Fabrizio Marcucci, Se i cani poliziotto entrano a scuola

by gabriella

antidrogaDue settimane fa un amico e collega ternano non ha permesso che la polizia interrompesse la sua lezione all’Istituto per Geometri per perquisire l’aula in cui si trovava. Nella mia, il reparto antidroga si è presentato a ricreazione, limitandosi a far perlustrare corridoi e bagni ai propri cani. Il nostro collega è stato censurato e sarà chiamato a rispondere del suo gesto, ma le sue ragioni sono inattaccabili: se a scuola entra la polizia, non possiamo che uscirne noi. Soltanto una scuola, una famiglia, una società che sentono estranei i propri figli e si considerano incapaci di guidarli possono abdicare al proprio ruolo e affidarlo ai cani poliziotto. Questo il senso del commento di Fabrizio Marcucci [Giornale dell’Umbria] che sottolinea come l’eventuale legalità dell’ingresso della polizia a scuola non ne assicuri la legittimità.

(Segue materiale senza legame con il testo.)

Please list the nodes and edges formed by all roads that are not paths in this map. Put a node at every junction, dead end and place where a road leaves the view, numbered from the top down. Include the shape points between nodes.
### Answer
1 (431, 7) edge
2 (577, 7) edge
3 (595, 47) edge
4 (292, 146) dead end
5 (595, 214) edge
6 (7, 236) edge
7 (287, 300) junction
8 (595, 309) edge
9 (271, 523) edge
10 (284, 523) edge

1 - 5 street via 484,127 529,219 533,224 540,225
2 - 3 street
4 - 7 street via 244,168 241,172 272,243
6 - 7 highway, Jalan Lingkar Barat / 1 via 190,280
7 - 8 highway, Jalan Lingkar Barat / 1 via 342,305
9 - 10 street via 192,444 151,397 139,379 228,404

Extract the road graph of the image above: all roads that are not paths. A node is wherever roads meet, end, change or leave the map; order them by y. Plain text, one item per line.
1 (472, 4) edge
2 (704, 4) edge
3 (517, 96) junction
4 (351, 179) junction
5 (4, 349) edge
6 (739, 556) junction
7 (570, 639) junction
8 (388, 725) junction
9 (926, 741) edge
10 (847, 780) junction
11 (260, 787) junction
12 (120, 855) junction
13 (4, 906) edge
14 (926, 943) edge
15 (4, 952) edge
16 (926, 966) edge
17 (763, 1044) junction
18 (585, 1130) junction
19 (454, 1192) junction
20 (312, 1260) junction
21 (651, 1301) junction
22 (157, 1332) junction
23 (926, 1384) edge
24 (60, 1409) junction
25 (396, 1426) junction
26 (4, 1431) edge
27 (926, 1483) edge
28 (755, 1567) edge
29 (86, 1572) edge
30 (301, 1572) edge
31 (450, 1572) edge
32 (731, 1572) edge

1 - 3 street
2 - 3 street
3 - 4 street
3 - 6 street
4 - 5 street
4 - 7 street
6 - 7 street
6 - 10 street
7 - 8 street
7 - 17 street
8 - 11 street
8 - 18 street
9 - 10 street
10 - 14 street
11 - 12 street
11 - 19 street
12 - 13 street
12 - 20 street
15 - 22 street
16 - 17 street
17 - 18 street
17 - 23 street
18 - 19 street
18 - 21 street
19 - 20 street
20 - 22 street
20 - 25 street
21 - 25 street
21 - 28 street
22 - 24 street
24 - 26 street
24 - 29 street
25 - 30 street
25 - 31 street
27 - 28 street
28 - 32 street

Chi commissiona e mette in atto la perquisizione delle scuole con cani poliziotto avrà le sue leggi di riferimento che dimostreranno che l’azione è legittima. L’ultima, a Terni pochi giorni fa, ha avuto un’eco nazionale perché un professore ha negato la perquisizione all’interno della classe rifiutandosi di interrompere la lezione. Ora su di lui pende l’ipotesi di un’azione disciplinare. Ma il punto è che se anche la perquisizione fosse legittima, le manca comunque il conforto del buon senso.

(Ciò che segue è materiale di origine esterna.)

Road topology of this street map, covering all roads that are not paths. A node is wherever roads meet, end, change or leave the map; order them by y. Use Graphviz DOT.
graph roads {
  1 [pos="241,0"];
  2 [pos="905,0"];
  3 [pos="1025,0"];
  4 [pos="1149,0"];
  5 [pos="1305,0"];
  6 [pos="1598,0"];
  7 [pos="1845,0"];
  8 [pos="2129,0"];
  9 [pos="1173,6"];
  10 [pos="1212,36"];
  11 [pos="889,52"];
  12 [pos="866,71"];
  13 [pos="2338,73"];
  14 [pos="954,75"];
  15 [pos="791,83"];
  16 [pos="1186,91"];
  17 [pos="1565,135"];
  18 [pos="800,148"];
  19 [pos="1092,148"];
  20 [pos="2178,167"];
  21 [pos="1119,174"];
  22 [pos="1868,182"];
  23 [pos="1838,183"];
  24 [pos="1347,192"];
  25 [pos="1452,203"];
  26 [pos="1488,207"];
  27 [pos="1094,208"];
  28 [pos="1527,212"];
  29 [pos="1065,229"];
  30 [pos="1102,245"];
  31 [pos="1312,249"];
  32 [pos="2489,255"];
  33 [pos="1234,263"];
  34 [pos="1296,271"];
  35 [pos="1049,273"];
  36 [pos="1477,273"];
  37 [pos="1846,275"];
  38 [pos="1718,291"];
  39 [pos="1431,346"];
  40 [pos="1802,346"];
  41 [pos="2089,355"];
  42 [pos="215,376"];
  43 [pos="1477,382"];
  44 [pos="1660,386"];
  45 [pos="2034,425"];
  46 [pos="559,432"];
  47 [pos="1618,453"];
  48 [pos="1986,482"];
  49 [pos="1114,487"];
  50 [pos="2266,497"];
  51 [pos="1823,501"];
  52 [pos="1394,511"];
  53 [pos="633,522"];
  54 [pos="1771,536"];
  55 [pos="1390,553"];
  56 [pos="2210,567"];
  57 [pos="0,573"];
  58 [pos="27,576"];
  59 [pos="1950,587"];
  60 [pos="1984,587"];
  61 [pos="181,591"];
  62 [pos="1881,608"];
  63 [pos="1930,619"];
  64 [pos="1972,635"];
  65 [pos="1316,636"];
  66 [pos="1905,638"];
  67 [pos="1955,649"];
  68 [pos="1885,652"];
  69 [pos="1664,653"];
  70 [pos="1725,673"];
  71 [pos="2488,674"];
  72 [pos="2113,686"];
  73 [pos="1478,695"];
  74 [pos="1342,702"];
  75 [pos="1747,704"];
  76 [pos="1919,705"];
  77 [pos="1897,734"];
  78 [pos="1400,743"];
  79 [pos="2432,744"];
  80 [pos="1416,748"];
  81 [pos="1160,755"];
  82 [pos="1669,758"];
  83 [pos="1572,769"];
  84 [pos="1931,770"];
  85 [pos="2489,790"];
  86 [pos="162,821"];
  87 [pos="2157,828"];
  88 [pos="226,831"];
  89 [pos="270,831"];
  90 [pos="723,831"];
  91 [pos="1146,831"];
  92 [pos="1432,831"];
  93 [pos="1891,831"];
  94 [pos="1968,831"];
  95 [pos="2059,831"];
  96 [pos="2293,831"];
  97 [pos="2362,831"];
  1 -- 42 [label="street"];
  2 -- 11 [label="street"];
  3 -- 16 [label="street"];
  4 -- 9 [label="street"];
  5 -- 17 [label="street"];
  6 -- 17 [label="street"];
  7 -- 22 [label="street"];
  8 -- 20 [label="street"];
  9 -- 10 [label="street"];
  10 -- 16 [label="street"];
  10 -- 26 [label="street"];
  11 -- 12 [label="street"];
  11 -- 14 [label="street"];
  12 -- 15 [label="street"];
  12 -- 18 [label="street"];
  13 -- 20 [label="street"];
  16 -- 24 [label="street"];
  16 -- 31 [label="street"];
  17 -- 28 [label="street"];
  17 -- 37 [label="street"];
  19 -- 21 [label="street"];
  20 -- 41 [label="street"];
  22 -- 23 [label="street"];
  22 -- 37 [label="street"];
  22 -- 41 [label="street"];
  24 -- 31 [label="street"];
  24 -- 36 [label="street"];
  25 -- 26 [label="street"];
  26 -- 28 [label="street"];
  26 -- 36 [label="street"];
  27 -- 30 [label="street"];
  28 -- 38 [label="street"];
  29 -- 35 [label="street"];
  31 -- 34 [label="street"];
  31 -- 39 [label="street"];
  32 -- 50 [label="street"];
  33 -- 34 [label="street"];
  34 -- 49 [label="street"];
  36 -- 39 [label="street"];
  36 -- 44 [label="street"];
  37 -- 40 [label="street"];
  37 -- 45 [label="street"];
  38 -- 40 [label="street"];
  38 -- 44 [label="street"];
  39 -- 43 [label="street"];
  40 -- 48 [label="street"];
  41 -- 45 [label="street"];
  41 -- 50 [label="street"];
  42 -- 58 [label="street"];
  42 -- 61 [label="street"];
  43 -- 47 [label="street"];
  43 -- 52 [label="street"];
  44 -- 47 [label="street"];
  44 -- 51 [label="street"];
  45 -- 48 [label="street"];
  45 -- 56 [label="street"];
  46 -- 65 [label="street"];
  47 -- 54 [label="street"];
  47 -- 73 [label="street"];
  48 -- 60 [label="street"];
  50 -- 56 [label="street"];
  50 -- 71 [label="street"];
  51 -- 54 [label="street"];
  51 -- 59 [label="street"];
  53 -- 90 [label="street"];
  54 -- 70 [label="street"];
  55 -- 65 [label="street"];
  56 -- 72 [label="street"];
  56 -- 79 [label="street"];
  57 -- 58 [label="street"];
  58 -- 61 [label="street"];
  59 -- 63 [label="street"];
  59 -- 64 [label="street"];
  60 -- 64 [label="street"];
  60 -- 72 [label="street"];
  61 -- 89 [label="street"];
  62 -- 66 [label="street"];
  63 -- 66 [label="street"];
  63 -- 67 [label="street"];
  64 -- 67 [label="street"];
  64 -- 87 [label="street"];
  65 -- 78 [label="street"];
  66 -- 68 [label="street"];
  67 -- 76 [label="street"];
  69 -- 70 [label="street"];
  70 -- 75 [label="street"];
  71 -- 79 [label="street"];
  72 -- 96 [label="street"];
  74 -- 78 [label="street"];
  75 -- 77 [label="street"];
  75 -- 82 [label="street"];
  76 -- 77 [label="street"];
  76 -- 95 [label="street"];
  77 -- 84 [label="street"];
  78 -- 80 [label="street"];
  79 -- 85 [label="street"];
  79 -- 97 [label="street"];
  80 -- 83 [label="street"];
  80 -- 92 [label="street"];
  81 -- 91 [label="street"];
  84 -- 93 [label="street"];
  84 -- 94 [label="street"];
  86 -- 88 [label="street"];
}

Partiamo dal livello più basso. L’ultima operazione – come le altre nel resto della regione – ha dato luogo al rinvenimento di pochi grammi di hashish. Tenuto conto che ad essere perquisite sono state centinaia di persone, non si può certo parlare di un bilancio scintillante. Insomma: se all’interno delle aule perquisite si fosse scovato il nipote di Al Capone dedito a spacciare un carico di cocaina appena arrivato dal Sudamerica, un senso a questa storia lo si sarebbe potuto al limite trovare. Invece, a fronte di un dispiegamento di forze da retata, i risultati sono stati del tutto trascurabili. E per di più hanno riguardato il sequestro di una sostanza che la Corte costituzionale – il massimo organo giurisdizionale – ha di recente nettamente distinto dalle droghe pesanti, che infestano le nostre città in ambienti spesso insospettabili.

Fin qui siamo al livello di base. Ora proviamo a salire un po’. Perché il fallimento di quella perquisizione non è nel bilancio operativo, ma nell’inconsapevole dichiarazione di impotenza di chi l’ha voluta, chiunque esso sia. Nel ricorso all’utilizzo delle forze dell’ordine all’interno di una scuola  per un motivo del genere, c’è la negazione in radice della vocazione stessa di quel luogo. Laddove un docente, un preside o chiunque altro al loro posto avessero la percezione che c’è qualcosa che non va nei ragazzi con i quali lavorano, rientrerebbe nel loro ruolo di educatori parlarne con i singoli, con il gruppo, con i genitori. Al limite, ricorrere a incontri con personale specializzato. Consentire di farli annusare da cani poliziotto in un luogo in cui si va per conoscere il mondo, è abdicare al ruolo stesso di educatori. È negare la complessità, le articolazioni, le fragilità di ragazze e ragazzi che sono materia plastica in cerca di forma. Una forma che dipenderà anche dagli educatori che si hanno. Benché questi a volte non se ne rendano conto.